Published: Feb 15, 2011

 Law       

Law schools, get ready to pull up your shades. The ABA’s Young Lawyers Division (“YLD”) is getting serious about transparency. Over the weekend, the YLD approved the Truth in Law School Education resolution (“TILSE”) to encourage law schools to provide accurate and more-accessible employment information to prospective law students. The YLD will present TILSE to ABA’s House of Delegates this summer at the ABA’s Annual Meeting.

According to TILSE, “[t]hose entering our profession should have an accurate understanding of the employment opportunities and salaries available to recent law school graduates. There is a greater need for publicly-available, accessible facts for prospective law school students, so that these individuals are able to make a more informed decision regarding their future careers.”

The following are among TILSE’s unsurprising findings:

•Currently, “there are fewer jobs available to law school graduates,” and many jobs secured are temporary.
•Law schools have been creating jobs for their graduates.
•NALP predicts the unemployment trend to continue for the classes of 2010 and 2011.
•Law schools are manipulating salary information “to provide a much rosier employment picture to prospective law students, which in turn may contribute to the increase in law school enrollment.”
•Law students have “historically high debt” and are without employment opportunities to meet such debt.

The YLD is encouraging law schools to disclose accurate employment information, including type of employment, whether or not it is in the legal field, whether it is part-time or full-time and whether or not the work is permanent.
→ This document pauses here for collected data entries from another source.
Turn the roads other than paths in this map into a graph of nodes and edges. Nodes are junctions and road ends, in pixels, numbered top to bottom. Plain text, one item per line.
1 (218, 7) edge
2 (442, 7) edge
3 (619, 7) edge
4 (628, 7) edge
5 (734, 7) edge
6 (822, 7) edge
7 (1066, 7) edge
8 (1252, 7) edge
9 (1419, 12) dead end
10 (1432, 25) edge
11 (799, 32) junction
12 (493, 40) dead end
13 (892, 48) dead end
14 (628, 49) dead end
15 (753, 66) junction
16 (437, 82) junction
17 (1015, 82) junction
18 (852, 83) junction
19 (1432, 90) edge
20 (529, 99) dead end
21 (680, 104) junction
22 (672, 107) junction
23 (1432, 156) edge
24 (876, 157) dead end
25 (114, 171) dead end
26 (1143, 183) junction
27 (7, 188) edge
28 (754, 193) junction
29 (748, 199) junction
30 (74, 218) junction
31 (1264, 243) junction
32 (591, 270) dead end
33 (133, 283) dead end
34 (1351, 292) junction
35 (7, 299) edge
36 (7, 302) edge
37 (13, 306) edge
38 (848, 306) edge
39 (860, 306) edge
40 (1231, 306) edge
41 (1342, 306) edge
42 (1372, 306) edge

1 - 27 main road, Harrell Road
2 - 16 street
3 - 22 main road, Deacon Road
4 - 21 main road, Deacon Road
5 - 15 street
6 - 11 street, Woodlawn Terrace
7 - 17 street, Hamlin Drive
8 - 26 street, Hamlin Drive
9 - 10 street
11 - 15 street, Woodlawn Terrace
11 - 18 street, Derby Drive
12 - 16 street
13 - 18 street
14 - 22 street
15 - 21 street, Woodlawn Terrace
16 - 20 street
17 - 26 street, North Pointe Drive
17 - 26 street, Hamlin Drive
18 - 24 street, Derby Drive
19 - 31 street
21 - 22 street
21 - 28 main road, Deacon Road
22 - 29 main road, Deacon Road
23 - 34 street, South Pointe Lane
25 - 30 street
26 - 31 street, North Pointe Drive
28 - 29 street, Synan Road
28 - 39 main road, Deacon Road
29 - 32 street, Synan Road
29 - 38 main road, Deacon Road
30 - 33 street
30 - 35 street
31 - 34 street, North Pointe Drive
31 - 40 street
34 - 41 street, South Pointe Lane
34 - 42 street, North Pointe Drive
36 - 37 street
Law schools should publicize this employment information, as well as accurate salary statistics and data on law-school costs.

TILSE doesn’t just call out law schools, though—it also focuses on the Section of Legal Education and Admissions to the Bar (“the section”). The YLD recommends that the section revise the Standards for Approval of Law Schools and implement a model questionnaire, which will include points from TILSE, to collect information.

Some of the comments to the ABA Journal’s write-up of TILSE were negative and projected a “too little, too late” mentality. I think that any progress on this issue is a good thing, and the more awareness we bring to the financial and employment realities, the better. Some schools, like Washington & Lee University School of Law, are already making tremendous progress in transparency for prospective and current law students. Hopefully TILSE will propel more schools to start opening up and sharing accurate information.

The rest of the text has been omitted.